Le mythe de la mort peut être décomposé en deux parties : la première étape qui est le voyage du défunt vers l'au-delà avec la cérémonie de l'embaumement ; et la seconde étape qui correspond au jugement du défunt par le dieu Osiris lorsqu'il atteint l'au-delà afin de peut-être accéder au repos éternel.

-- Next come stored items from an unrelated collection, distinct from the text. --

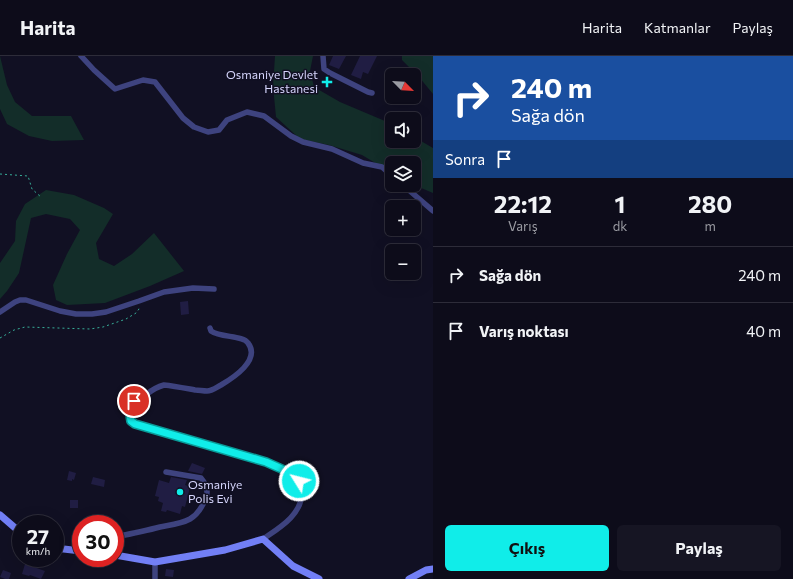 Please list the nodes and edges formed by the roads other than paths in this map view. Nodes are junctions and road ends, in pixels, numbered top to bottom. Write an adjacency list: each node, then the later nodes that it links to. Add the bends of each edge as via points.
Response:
1 (81, 56): 4 (street, via 115,89 143,80 154,82 183,118 194,127 208,132 219,130 227,120 247,112 264,116 303,142 332,149)
2 (323, 56): 3 (street, via 324,69)
3 (372, 93)
4 (385, 170)
5 (411, 192): 6 (street)
6 (433, 211)
7 (214, 289): 8 (street, via 193,288 164,292 106,312 82,314 60,311 26,300 9,305)
8 (0, 312)
9 (210, 328): 14 (street, via 215,334 244,339 248,343 251,355 243,369 233,378 208,392 164,385 159,387 134,401 131,407 131,421 266,462 284,470 299,481 302,495 296,511 288,521)
10 (166, 472): 13 (street, via 201,478 208,492 201,508 191,518 177,524)
11 (0, 515): 12 (street)
12 (12, 525)
13 (124, 535)
14 (263, 539): 16 (street, via 225,550); 19 (street, via 293,566)
15 (124, 557): 16 (street)
16 (155, 562): 18 (street)
17 (433, 569): 20 (street)
18 (155, 579)
19 (319, 579)
20 (409, 579)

Voyage vers l'au-delà (embaumement)

Dans la mythologie égyptienne, le corps est divisé en plusieurs parties dont le djet, qui correspond au corps, et le ka, qui correspond au double spirituel accompagnant le corps depuis la naissance de l'individu jusqu'à son décès. Pour que le défunt puisse accéder au royaume de l'au-delà par l'intermédiaire de son ka, l'embaumement du djet est nécessaire. En effet, si le corps n'est pas embaumé, le djet devient le khat après la mort et ne peut accéder au repos éternel. Le rite de l'embaumement fut créé par Isis, aidée par Anubis, lorsqu'elle reconstitua le corps de son époux Osiris afin de lui redonner vie. Ce rite symbolise donc la renaissance du défunt et l'accès au « royaume des morts » et au repos éternel. Les statues et offrandes présentes aux côtés du défunt dans son sarcophage permettent de l'accompagner dans son chemin vers le jugement de l'âme.

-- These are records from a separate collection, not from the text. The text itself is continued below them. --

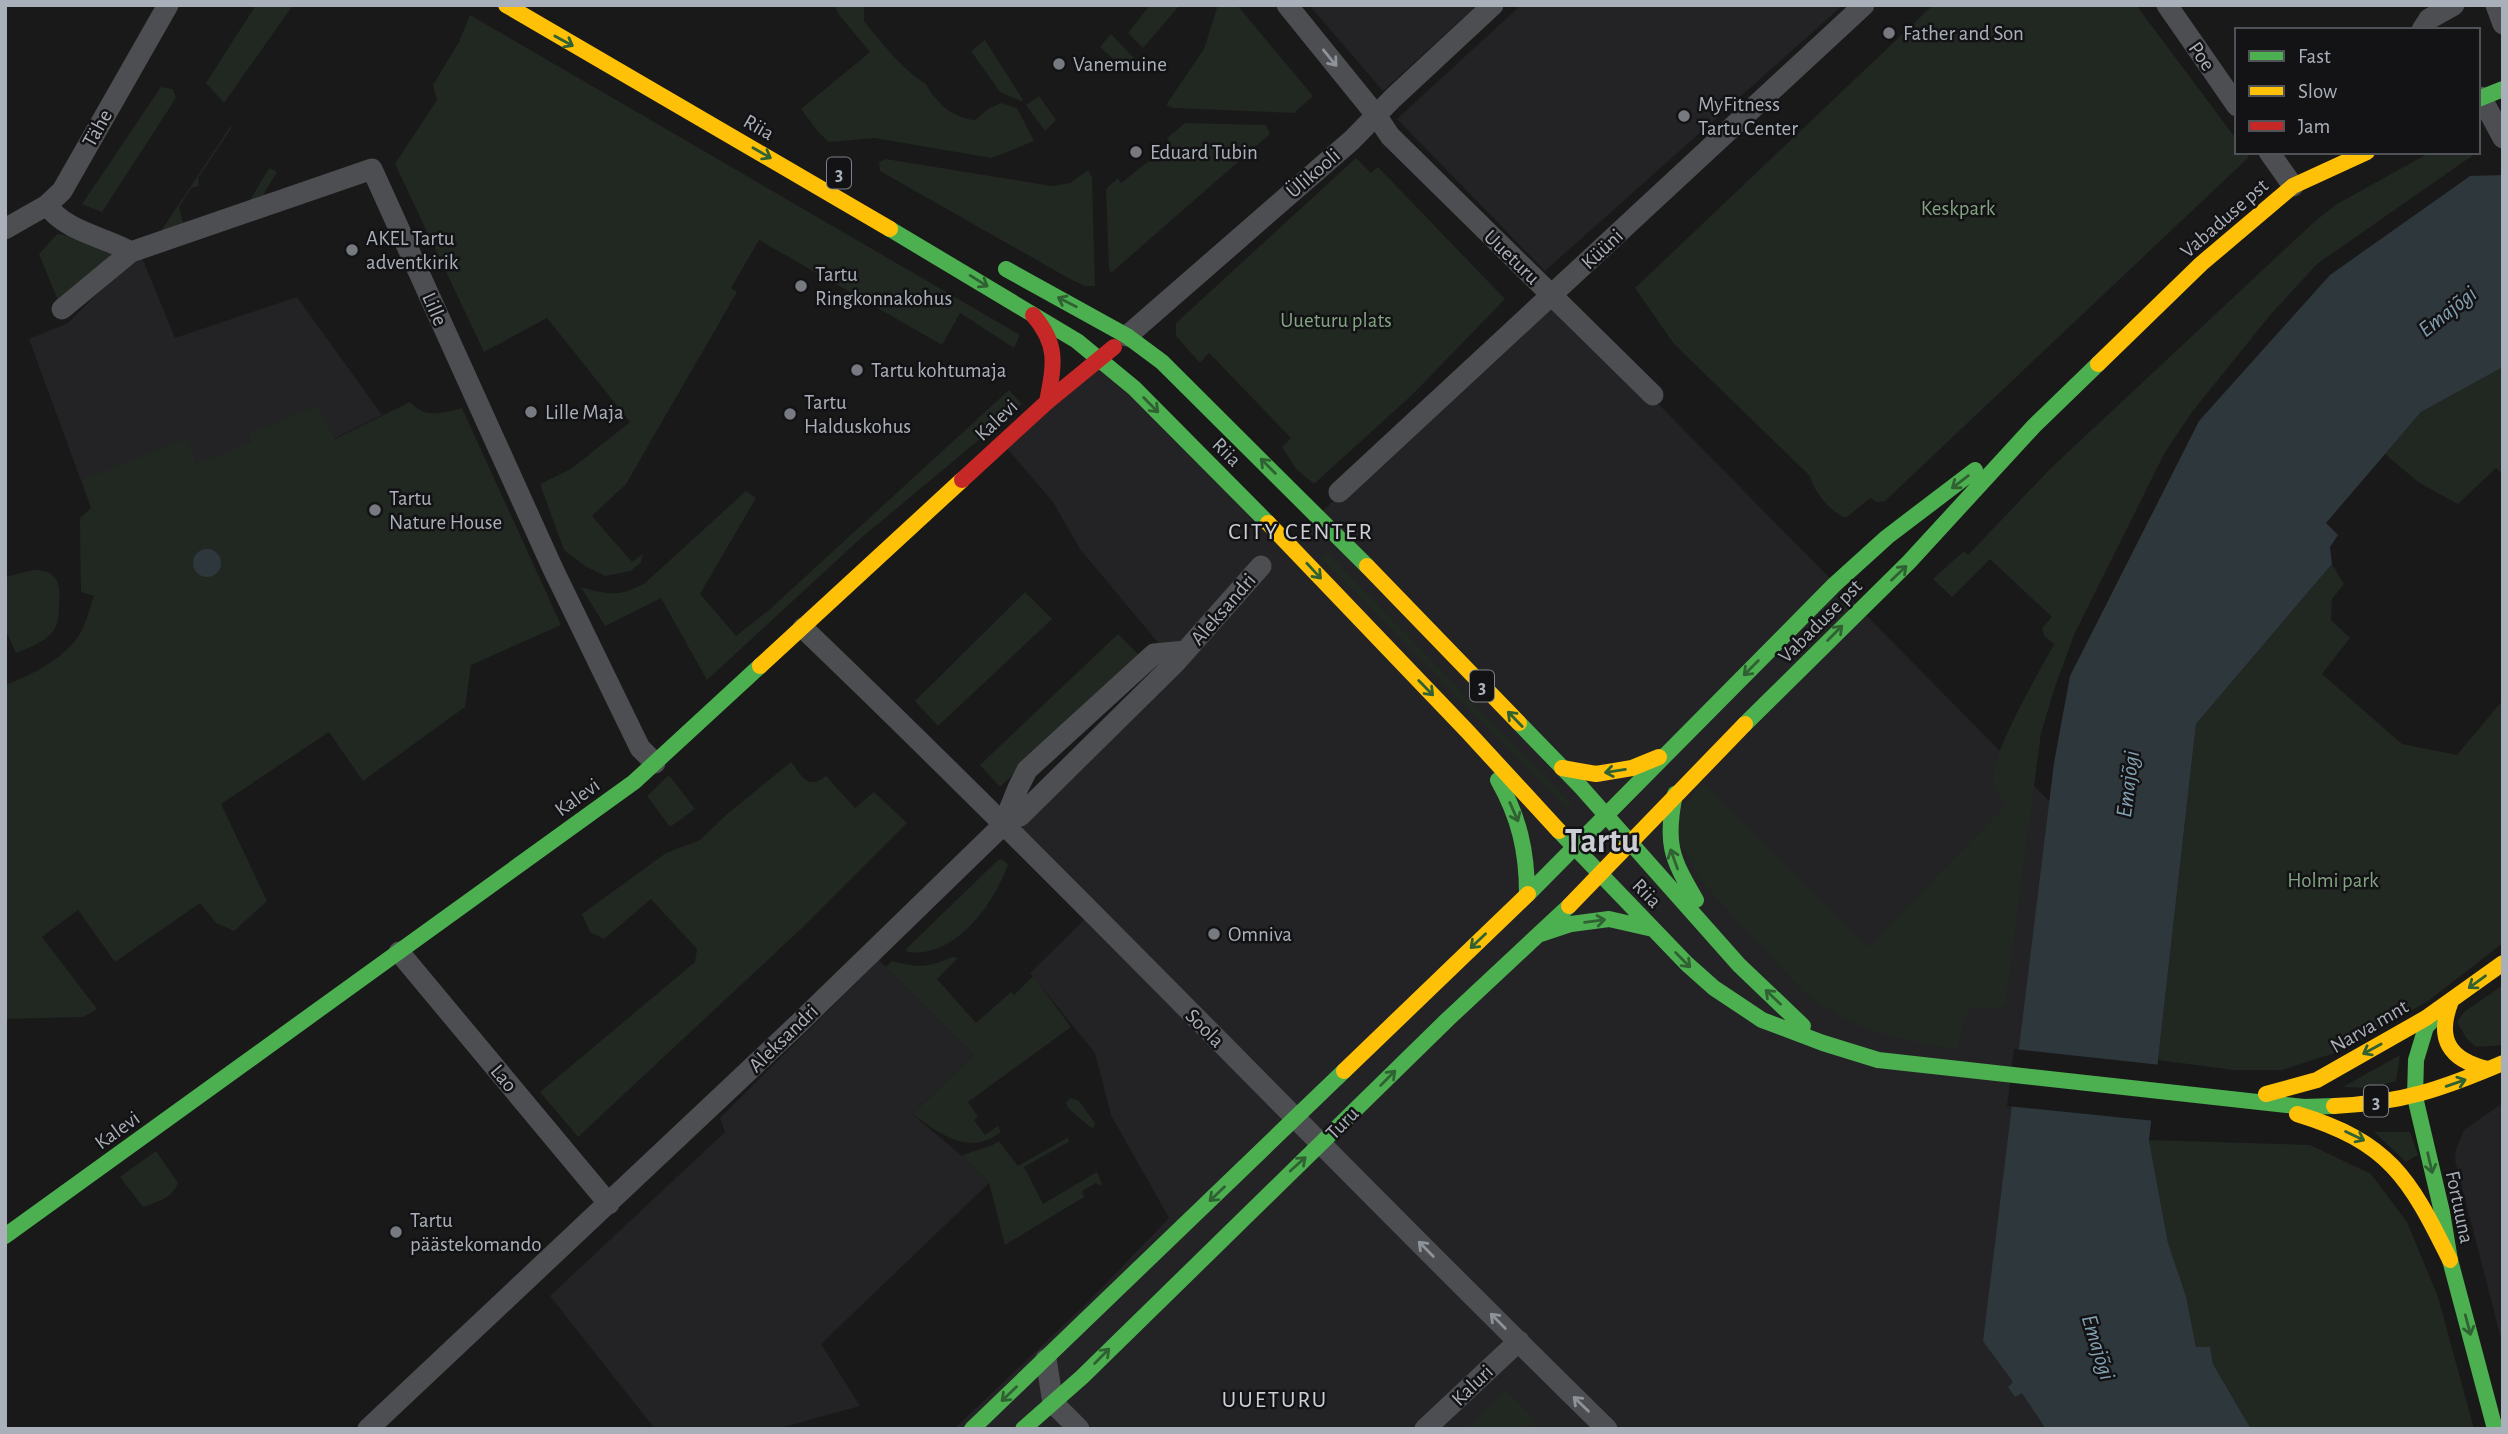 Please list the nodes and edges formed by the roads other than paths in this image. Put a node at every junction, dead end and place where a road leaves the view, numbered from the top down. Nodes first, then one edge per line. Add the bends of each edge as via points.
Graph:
1 (168, 5) edge
2 (506, 5) edge
3 (1287, 5) edge
4 (1493, 5) edge
5 (1864, 5) edge
6 (2167, 5) edge
7 (2454, 5) edge
8 (2496, 5) edge
9 (2427, 21) edge
10 (2503, 24) edge
11 (2503, 89) edge
12 (2480, 98) edge
13 (2235, 103) edge
14 (1376, 115) junction
15 (2503, 138) edge
16 (2270, 154) edge
17 (2363, 154) edge
18 (2293, 186) junction
19 (47, 205) junction
20 (5, 229) edge
21 (131, 252) junction
22 (996, 263) dead end
23 (1552, 296) junction
24 (62, 309) dead end
25 (1032, 314) junction
26 (1127, 336) junction
27 (1101, 359) junction
28 (1653, 395) dead end
29 (1047, 402) junction
30 (2034, 426) junction
31 (1339, 492) dead end
32 (1261, 566) dead end
33 (1854, 567) junction
34 (1834, 585) junction
35 (1878, 592) junction
36 (1860, 609) junction
37 (803, 628) junction
38 (1186, 651) junction
39 (1468, 732) junction
40 (1666, 755) junction
41 (655, 763) junction
42 (1562, 768) junction
43 (1675, 793) junction
44 (1012, 820) junction
45 (1617, 828) junction
46 (1593, 829) junction
47 (1583, 854) junction
48 (1608, 862) junction
49 (1527, 894) junction
50 (1653, 929) junction
51 (1537, 935) junction
52 (1719, 940) junction
53 (399, 952) junction
54 (2503, 963) edge
55 (2451, 1000) junction
56 (1823, 1044) junction
57 (2496, 1066) edge
58 (1994, 1072) joint
59 (2415, 1097) junction
60 (2244, 1100) junction
61 (1296, 1118) junction
62 (1322, 1143) junction
63 (609, 1204) junction
64 (5, 1237) edge
65 (2450, 1259) junction
66 (1518, 1341) junction
67 (1046, 1359) junction
68 (1053, 1404) junction
69 (368, 1429) edge
70 (972, 1429) edge
71 (1023, 1429) edge
72 (1079, 1429) edge
73 (1426, 1429) edge
74 (1606, 1429) edge
75 (2496, 1429) edge

1 - 19 street, Tähe via 62,191
2 -> 25 main road, Riia / 3
3 -> 14 street, Uueturu
4 - 14 street, Ülikooli
5 - 23 street, Küüni
6 - 13 street, Poe
7 - 9 street
8 - 10 street
11 - 12 main road
12 - 15 street
14 - 23 street, Uueturu via 1390,136
14 - 26 street, Ülikooli
16 - 18 street
17 - 18 main road, Vabaduse pst
18 - 30 main road, Vabaduse pst via 2201,264
19 - 20 street, Tähe
19 - 21 street via 67,225
21 - 24 street
21 - 41 street, Lille via 372,169 553,569 640,748
26 -> 22 main road, Riia / 3
23 - 28 street, Uueturu
23 - 31 street, Küüni
25 - 27 main road, Riia / 3
25 - 29 main road via 1047,330 1055,360
26 - 27 main road, Kalevi
42 -> 26 main road, Riia / 3 via 1231,429 1162,362
27 - 29 main road, Kalevi
27 -> 39 main road, Riia / 3 via 1287,542
29 - 37 main road, Kalevi
30 -> 33 main road, Vabaduse pst
35 -> 30 main road, Vabaduse pst
32 - 38 street, Aleksandri
33 - 34 main road, Vabaduse pst
33 - 35 street
34 - 36 street
34 -> 40 main road, Vabaduse pst
35 - 36 main road, Vabaduse pst
43 -> 36 main road, Vabaduse pst
37 - 41 main road, Kalevi
37 - 44 street, Soola via 967,786
38 - 44 street, Aleksandri
38 - 44 street, Aleksandri via 1154,654 1027,770
39 - 46 main road via 1553,810
39 - 47 main road, Riia / 3
39 -> 49 main road via 1517,816 1528,855
40 -> 42 main road via 1633,768 1596,774
40 - 45 main road, Vabaduse pst
41 - 53 main road, Kalevi
42 - 45 main road, Riia / 3
42 - 46 main road via 1584,801
43 - 45 main road, Vabaduse pst
52 -> 43 main road via 1670,850 1667,835
44 - 61 street, Soola
44 - 63 street, Aleksandri
45 - 46 main road, Turu
45 - 48 main road, Turu
45 - 52 main road, Riia / 3
46 - 47 main road, Turu
47 - 48 main road, Riia / 3
47 - 49 main road, Turu
47 - 51 main road via 1567,894
48 - 50 main road, Riia / 3
48 - 51 main road, Turu
48 - 52 main road via 1635,870
49 -> 61 main road, Turu
51 -> 50 main road via 1609,919
50 -> 56 main road, Riia / 3 via 1714,988 1762,1020
62 -> 51 main road, Turu
56 -> 52 main road, Riia / 3 via 1739,965
53 - 63 street, Lao
53 - 64 main road, Kalevi
54 -> 55 main road, Narva mnt / 3
55 - 57 main road via 2444,1016 2445,1040 2454,1054 2466,1063
55 - 59 main road, Fortuuna via 2426,1027 2416,1060
55 -> 60 main road, Narva mnt / 3 via 2317,1080
56 - 58 main road, Riia / 3 via 1878,1060
59 -> 57 main road, Narva mnt / 3
58 - 60 main road, Narva mnt / 3
59 - 60 main road, Narva mnt / 3 via 2329,1107
59 -> 65 main road, Fortuuna
60 -> 65 main road via 2322,1120 2385,1155 2428,1215
61 - 62 street, Soola
61 -> 67 main road, Turu
66 -> 62 street, Soola
68 -> 62 main road, Turu
63 - 69 street, Aleksandri
65 -> 75 main road, Fortuuna
66 - 73 street, Kaluri
74 -> 66 street, Soola
67 - 68 street
67 -> 70 main road, Turu
68 - 71 main road, Turu
68 - 72 street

Ce chemin vers l'au-delà est pris en compte dans l'architecture des pyramides. En effet, au sein des pyramides, les couloirs s'élevant vers les sommets de la pyramide et le ciel depuis la chambre funéraire du défunt, semblent être des passages permettant à l'âme de s'élever et d'atteindre le royaume des morts. Le livre des morts des Anciens Égyptiens, placé aux côtés du défunt, avait pour but de le guider vers le royaume des morts et de le préparer au jugement de l'âme à l'aide de prières.
Jugement de l'âme
La pesée de l'âme (psychostasie) consiste à mettre le cœur du défunt sur une balance et de l'autre côté une plume (représentant la déesse Maât) ; si le cœur est plus léger (ce qui signifie que le cœur n'est pas entaché de péchés), le défunt peut rejoindre le royaume des morts. Sinon, il se fera dévorer par un monstre (la plupart du temps symbolisé par la déesse Taouret ou par Ammout qui a une tête de crocodile, un corps de lion et un arrière-train d'hippopotame) et son âme sera perdue à tout jamais. Osiris ne devint dieu du royaume des morts qu'après avoir passé avec succès l'épreuve de la pesée de l'âme. Les défunts voulaient donc s'identifier à Osiris pour atteindre le royaume des morts et reposer en paix.
Fin de l'univers
Les textes égyptiens traitent généralement la disparition du monde comme une possibilité à éviter et, pour cette raison, ils ne la décrivent pas souvent en détail. Cependant, de nombreux textes font allusion à l’idée que le monde, après d’innombrables cycles de renouveau, est voué à sa fin. Cette fin est décrite dans un passage des Textes des sarcophages et dans un passage plus explicite du Livre des morts, dans lequel Atoum dit qu'il dissoudra un jour le monde ordonné et retournera à son état primitif et inerte dans les eaux du chaos. Toutes choses autres que le créateur cesseront d'exister, à l'exception d'Osiris, qui survivra avec lui[70]. Les détails concernant cette perspective eschatologique restent flous, notamment le sort des morts associés à Osiris[71]. Pourtant, la présence du dieu créateur et du dieu du renouveau dans les eaux qui ont donné naissance au monde ordonné laisse entrevoir la possibilité d'une nouvelle création, à l'instar de l'ancienne[72].